Items from a data source:
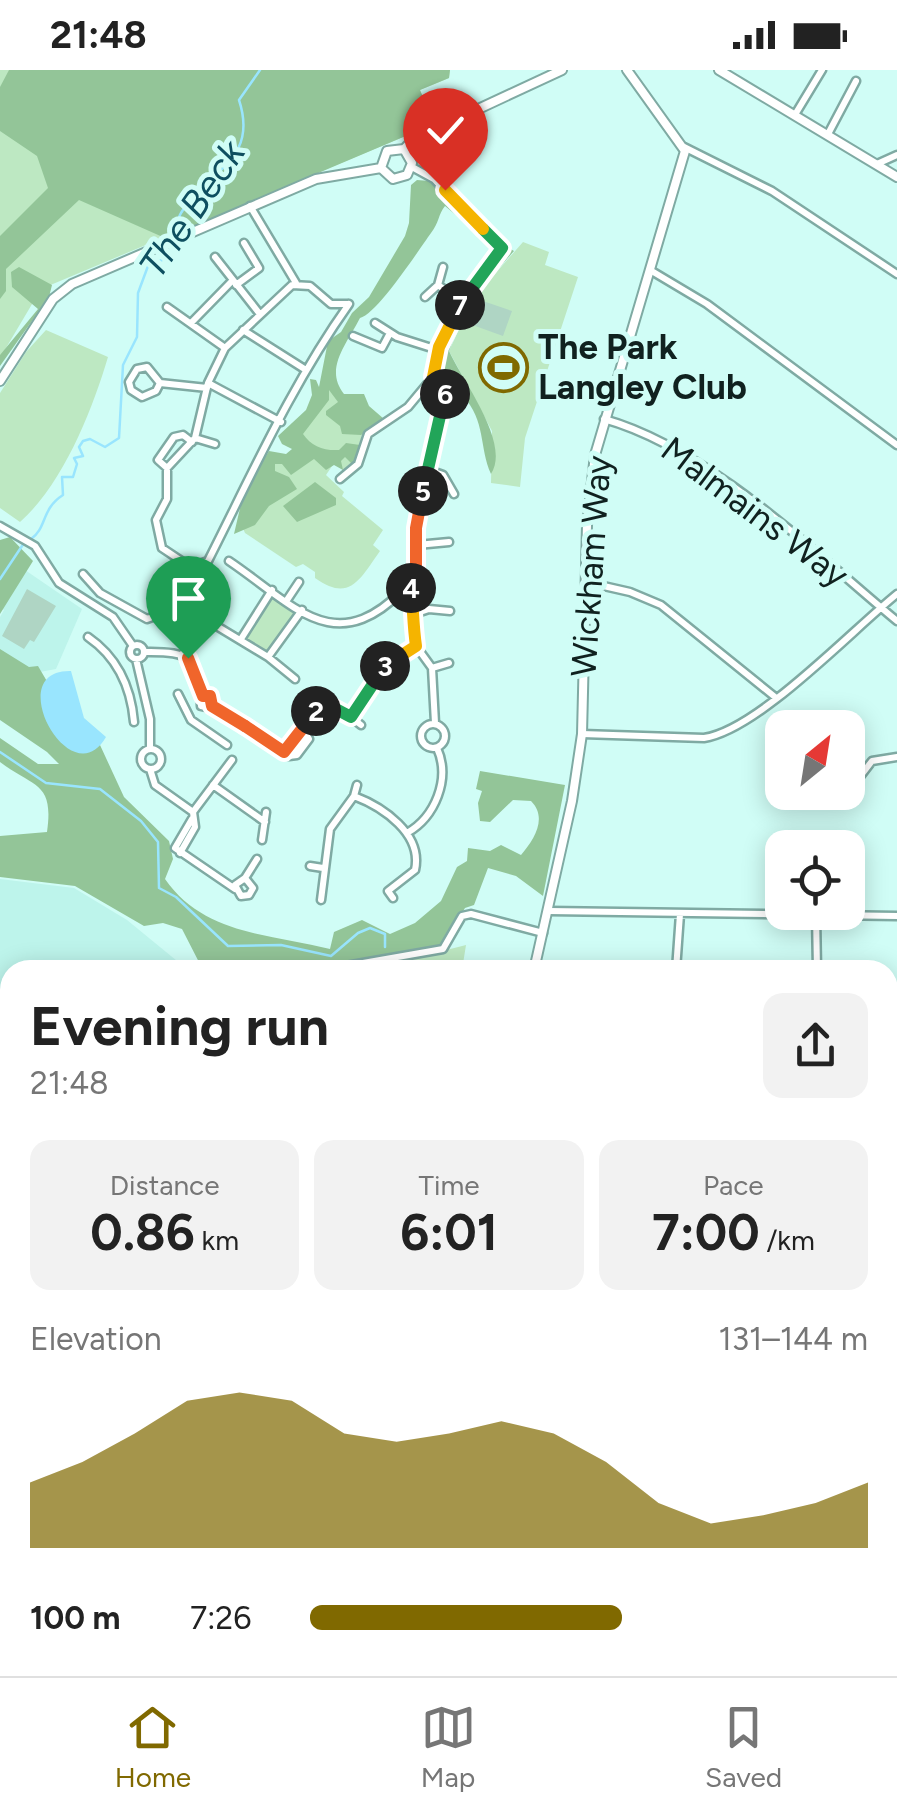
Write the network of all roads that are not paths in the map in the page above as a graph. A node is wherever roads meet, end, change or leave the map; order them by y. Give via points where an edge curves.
1 (562, 70) edge
2 (627, 70) edge
3 (719, 70) edge
4 (822, 70) edge
5 (856, 81) dead end
6 (796, 113) junction
7 (828, 134) junction
8 (684, 147) junction
9 (404, 150) junction
10 (897, 155) edge
11 (877, 164) junction
12 (412, 167) junction
13 (381, 168) junction
14 (897, 176) edge
15 (250, 206) junction
16 (244, 243) dead end
17 (215, 257) dead end
18 (443, 266) dead end
19 (650, 270) junction
20 (897, 274) edge
21 (234, 283) junction
22 (296, 283) junction
23 (438, 285) junction
24 (425, 297) dead end
25 (462, 302) junction
26 (167, 308) dead end
27 (259, 313) junction
28 (192, 322) junction
29 (375, 323) dead end
30 (243, 330) junction
31 (390, 333) junction
32 (354, 336) dead end
33 (225, 348) junction
34 (438, 350) junction
35 (306, 370) junction
36 (433, 377) junction
37 (0, 381) edge
38 (160, 383) junction
39 (207, 386) junction
40 (604, 418) junction
41 (281, 422) junction
42 (194, 440) junction
43 (216, 444) dead end
44 (897, 446) edge
45 (168, 468) junction
46 (426, 469) junction
47 (340, 479) dead end
48 (454, 494) dead end
49 (0, 526) edge
50 (449, 542) dead end
51 (418, 544) junction
52 (228, 560) dead end
53 (196, 566) junction
54 (84, 574) dead end
55 (299, 582) dead end
56 (586, 582) junction
57 (272, 590) junction
58 (409, 592) junction
59 (897, 594) edge
60 (287, 600) junction
61 (397, 600) junction
62 (409, 605) junction
63 (880, 607) junction
64 (302, 610) junction
65 (450, 610) dead end
66 (414, 614) junction
67 (897, 621) edge
68 (210, 622) dead end
69 (88, 637) dead end
70 (240, 639) junction
71 (133, 646) junction
72 (416, 646) junction
73 (144, 652) junction
74 (133, 657) junction
75 (268, 657) junction
76 (449, 663) dead end
77 (116, 664) junction
78 (432, 668) junction
79 (295, 679) dead end
80 (178, 694) dead end
81 (203, 696) junction
82 (317, 696) dead end
83 (775, 697) junction
84 (200, 706) junction
85 (212, 706) junction
86 (321, 708) junction
87 (187, 716) junction
88 (351, 717) junction
89 (134, 722) dead end
90 (434, 723) junction
91 (361, 725) dead end
92 (303, 726) junction
93 (582, 734) junction
94 (226, 745) dead end
95 (150, 748) junction
96 (437, 748) junction
97 (284, 752) junction
98 (897, 756) edge
99 (232, 760) dead end
100 (150, 769) junction
101 (865, 769) edge
102 (214, 785) junction
103 (357, 786) dead end
104 (354, 796) junction
105 (266, 812) dead end
106 (192, 816) junction
107 (264, 822) junction
108 (406, 832) junction
109 (262, 840) dead end
110 (257, 859) dead end
111 (310, 866) dead end
112 (323, 868) junction
113 (245, 878) junction
114 (235, 889) junction
115 (387, 891) dead end
116 (321, 900) dead end
117 (548, 911) junction
118 (680, 914) junction
119 (765, 914) edge
120 (865, 915) edge
121 (897, 916) edge
122 (816, 930) edge
123 (543, 933) junction
124 (380, 960) edge
125 (536, 960) edge
126 (677, 960) edge
127 (817, 960) edge

1 - 9 street via 414,139
2 - 8 street
3 - 6 street
4 - 6 street
5 - 7 street
6 - 7 street
7 - 11 street
8 - 19 street, Wickham Way
8 - 20 street via 772,191
9 - 12 street
9 - 13 street via 387,151
10 - 11 street
11 - 14 street
12 - 13 street via 398,179
12 - 25 street via 502,245
13 - 15 street via 316,179
15 - 22 street
15 - 37 street via 63,290
16 - 21 street via 259,268
17 - 21 street
18 - 23 street
19 - 40 street, Wickham Way
19 - 44 street via 707,304
21 - 27 street
21 - 28 street
22 - 27 street
22 - 35 street via 330,304 349,304
23 - 24 street
23 - 25 street
25 - 34 street
26 - 28 street
27 - 30 street
28 - 33 street
29 - 31 street
30 - 33 street
30 - 35 street
31 - 32 street via 382,348
31 - 34 street
33 - 39 street
34 - 36 street
35 - 41 street
36 - 46 street via 446,397
36 - 47 street via 411,404 368,434 358,464
38 - 38 street via 147,367 130,382 146,397
38 - 39 street
39 - 41 street
39 - 42 street
40 - 56 street, Wickham Way via 589,492
40 - 63 street, Malmains Way via 674,447
41 - 53 street via 208,561
42 - 43 street
42 - 45 street
42 - 45 street via 174,437 159,458
45 - 53 street via 158,540 169,554
46 - 48 street via 442,476
46 - 51 street
49 - 71 street via 32,544 59,583 118,622
50 - 51 street
51 - 58 street
52 - 57 street
53 - 54 street via 196,582 184,600 147,619 100,593
55 - 60 street
56 - 83 street via 661,605
56 - 93 street, Wickham Way
57 - 60 street
57 - 70 street
58 - 61 street
58 - 62 street
59 - 63 street
60 - 64 street
61 - 62 street
61 - 64 street via 368,619 342,625
62 - 66 street
63 - 67 street, Malmains Way
63 - 83 street
64 - 75 street
65 - 66 street
66 - 72 street
68 - 70 street
69 - 77 street
70 - 75 street
71 - 73 street
71 - 74 street
72 - 78 street
72 - 88 street via 385,666
73 - 74 street
73 - 81 street via 185,656
74 - 77 street
74 - 95 street
75 - 79 street
76 - 78 street
77 - 89 street
78 - 90 street
80 - 87 street
81 - 84 street
81 - 85 street via 212,698
82 - 86 street
83 - 93 street via 714,736
84 - 85 street
84 - 87 street
85 - 97 street
86 - 88 street
86 - 92 street
87 - 94 street
88 - 91 street
90 - 96 street via 444,735
90 - 96 street via 420,743
92 - 97 street
92 - 97 street via 310,738 300,752
93 - 117 street, Wickham Way
95 - 100 street via 140,759
95 - 100 street via 161,759
96 - 108 street via 442,763 434,804
98 - 101 street via 872,760
99 - 102 street
100 - 106 street via 153,783
102 - 106 street
102 - 107 street
103 - 104 street
104 - 108 street
104 - 112 street via 330,829
105 - 107 street
106 - 114 street via 195,827 180,853
107 - 109 street
108 - 115 street via 416,868
110 - 113 street
111 - 112 street
112 - 116 street
113 - 114 street
113 - 114 street via 250,894
117 - 118 street
117 - 123 street, Wickham Way
118 - 119 street
118 - 126 street
120 - 121 street
122 - 127 street
123 - 124 street via 472,914 462,916 443,949
123 - 125 street, Wickham Way

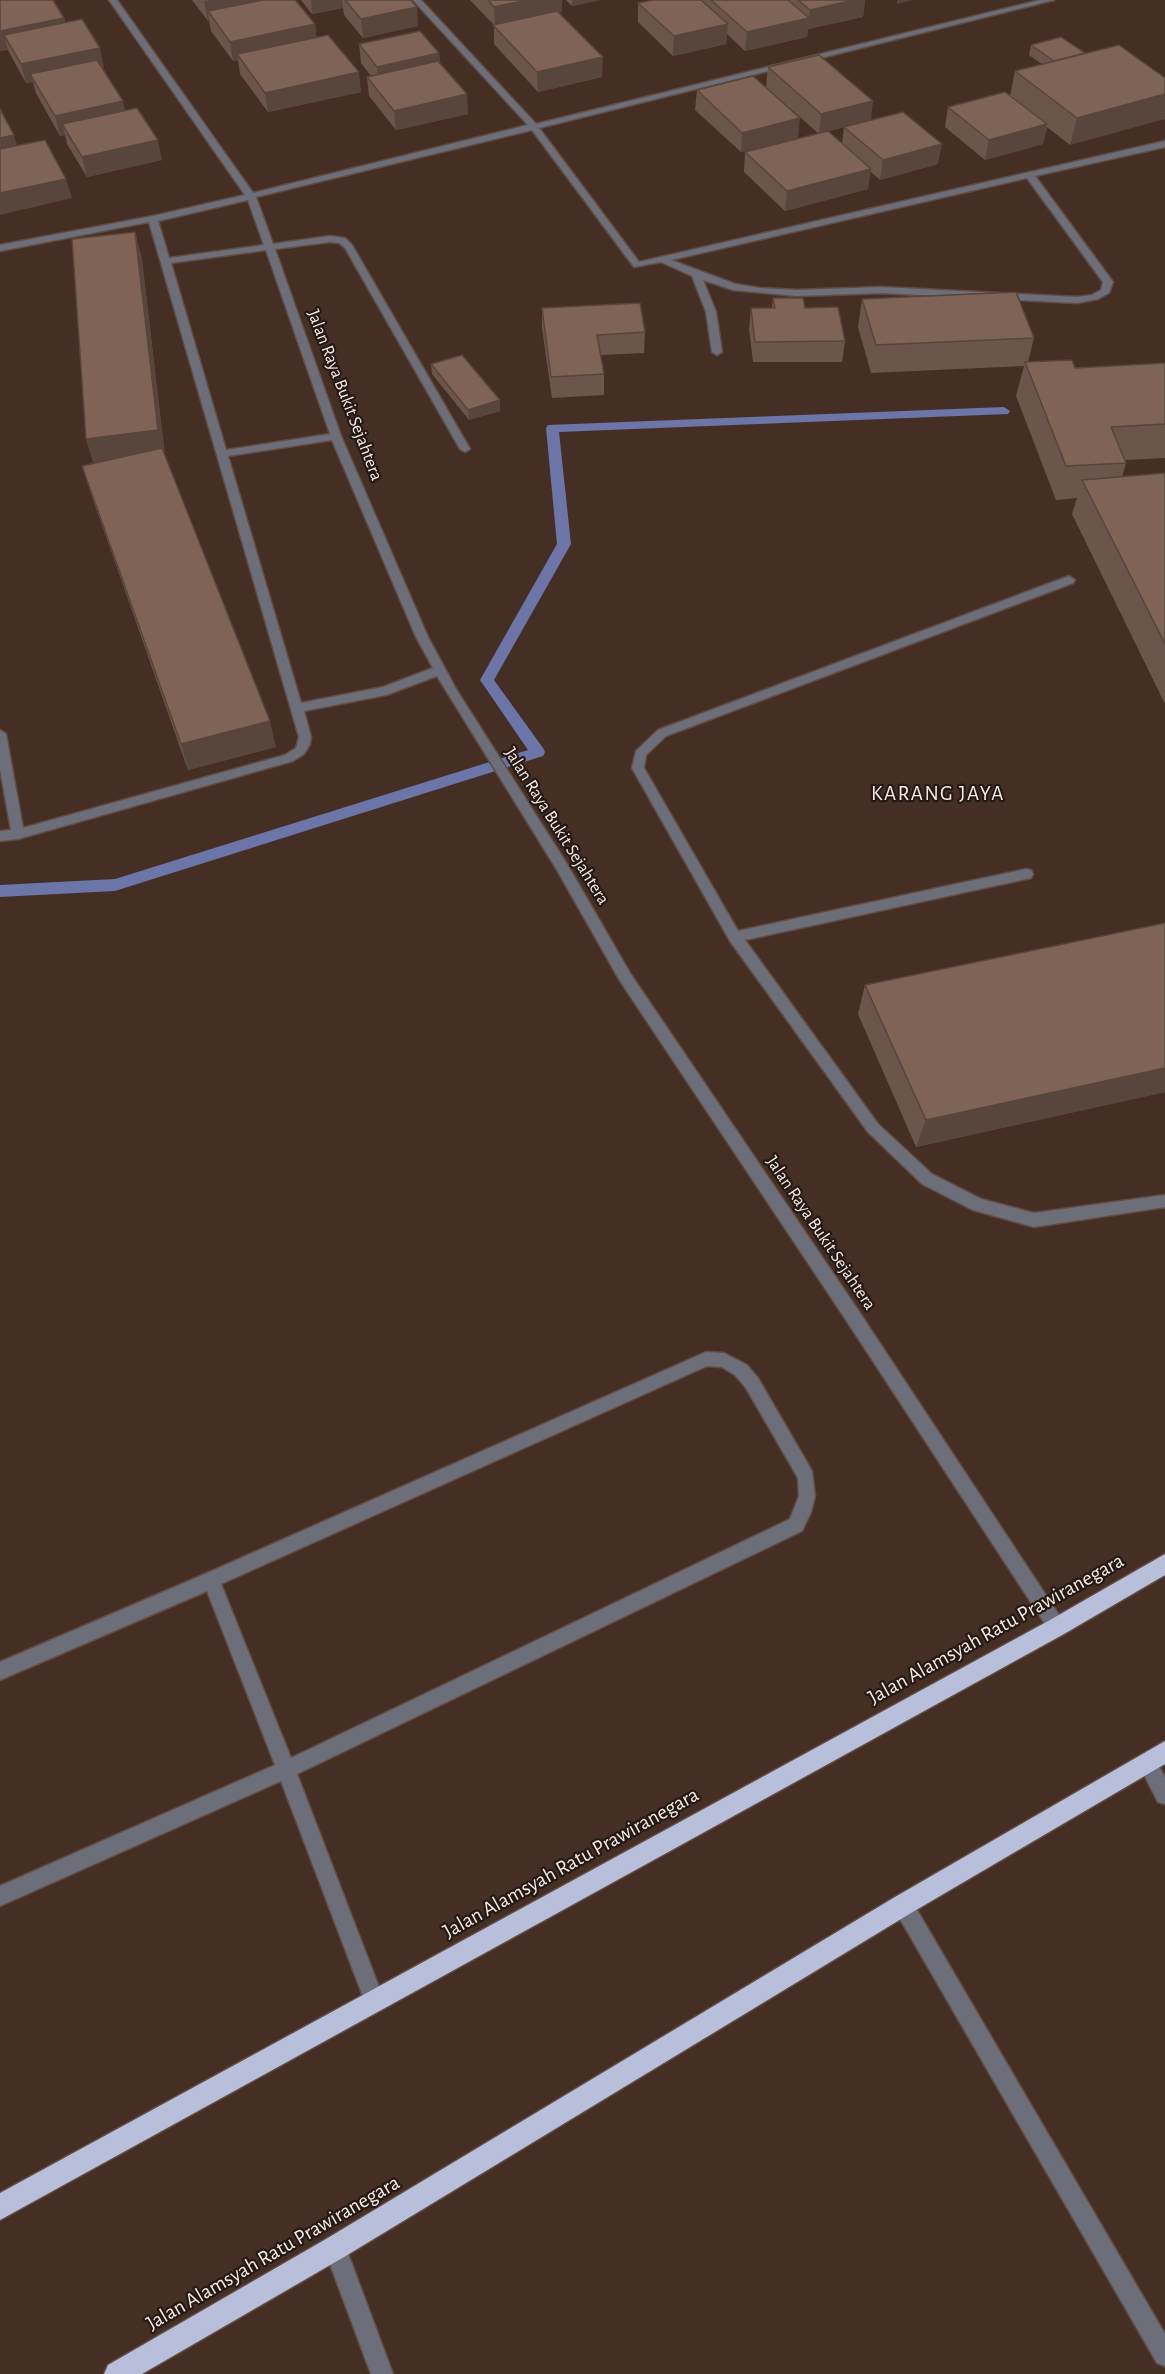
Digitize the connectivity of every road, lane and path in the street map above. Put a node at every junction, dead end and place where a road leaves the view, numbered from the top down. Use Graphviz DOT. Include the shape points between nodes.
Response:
graph roads {
  1 [pos="113,0"];
  2 [pos="417,0"];
  3 [pos="1050,0"];
  4 [pos="534,127"];
  5 [pos="1165,144"];
  6 [pos="1029,174"];
  7 [pos="251,196"];
  8 [pos="153,219"];
  9 [pos="0,248"];
  10 [pos="270,248"];
  11 [pos="661,259"];
  12 [pos="166,261"];
  13 [pos="696,274"];
  14 [pos="717,352"];
  15 [pos="336,436"];
  16 [pos="465,449"];
  17 [pos="221,454"];
  18 [pos="1069,580"];
  19 [pos="440,670"];
  20 [pos="297,708"];
  21 [pos="0,734"];
  22 [pos="18,834"];
  23 [pos="0,836"];
  24 [pos="1026,874"];
  25 [pos="735,938"];
  26 [pos="1165,1201"];
  27 [pos="1165,1564"];
  28 [pos="211,1580"];
  29 [pos="1057,1627"];
  30 [pos="0,1671"];
  31 [pos="1156,1757"];
  32 [pos="286,1770"];
  33 [pos="1165,1795"];
  34 [pos="0,1896"];
  35 [pos="903,1905"];
  36 [pos="374,2000"];
  37 [pos="0,2207"];
  38 [pos="335,2248"];
  39 [pos="1165,2355"];
  40 [pos="117,2374"];
  41 [pos="382,2374"];
  1 -- 7 [label="street, Jalan Raya Bukit Sejahtera"];
  2 -- 4 [label="street"];
  3 -- 4 [label="street"];
  4 -- 7 [label="street"];
  4 -- 11 [label="street" via="637,265"];
  5 -- 6 [label="street"];
  6 -- 11 [label="street"];
  6 -- 13 [label="street" via="1108,282 1106,291 1077,300 880,290 797,293 734,287"];
  7 -- 8 [label="street"];
  7 -- 10 [label="street, Jalan Raya Bukit Sejahtera"];
  8 -- 9 [label="street"];
  8 -- 12 [label="street"];
  10 -- 12 [label="street"];
  10 -- 15 [label="street, Jalan Raya Bukit Sejahtera"];
  10 -- 16 [label="street" via="330,239 346,244"];
  11 -- 13 [label="street"];
  12 -- 17 [label="street"];
  13 -- 14 [label="street" via="711,312"];
  15 -- 17 [label="street"];
  15 -- 19 [label="street, Jalan Raya Bukit Sejahtera"];
  17 -- 20 [label="street"];
  18 -- 25 [label="street" via="662,733 649,743 640,754 638,768"];
  19 -- 20 [label="street" via="386,691"];
  19 -- 29 [label="street, Jalan Raya Bukit Sejahtera" via="625,977"];
  20 -- 22 [label="street" via="305,737 300,751 289,758"];
  21 -- 22 [label="street"];
  22 -- 23 [label="street"];
  24 -- 25 [label="street"];
  25 -- 26 [label="street" via="873,1128 927,1179 978,1205 1034,1220"];
  27 -- 29 [label="highway, Jalan Alamsyah Ratu Prawiranegara"];
  28 -- 30 [label="street"];
  28 -- 32 [label="street"];
  28 -- 32 [label="street" via="706,1359 724,1360 741,1370 806,1477 804,1512 796,1525"];
  29 -- 36 [label="highway, Jalan Alamsyah Ratu Prawiranegara"];
  31 -- 33 [label="street"];
  31 -- 35 [label="highway, Jalan Alamsyah Ratu Prawiranegara"];
  32 -- 34 [label="street"];
  32 -- 36 [label="street"];
  35 -- 38 [label="highway, Jalan Alamsyah Ratu Prawiranegara"];
  35 -- 39 [label="street"];
  36 -- 37 [label="highway, Jalan Alamsyah Ratu Prawiranegara"];
  38 -- 40 [label="highway, Jalan Alamsyah Ratu Prawiranegara"];
  38 -- 41 [label="street"];
}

**Task objective**
Throughout the data above, count the lines in which the word "Sejahtera" occurs; supply the number alone.

**Task solution**
5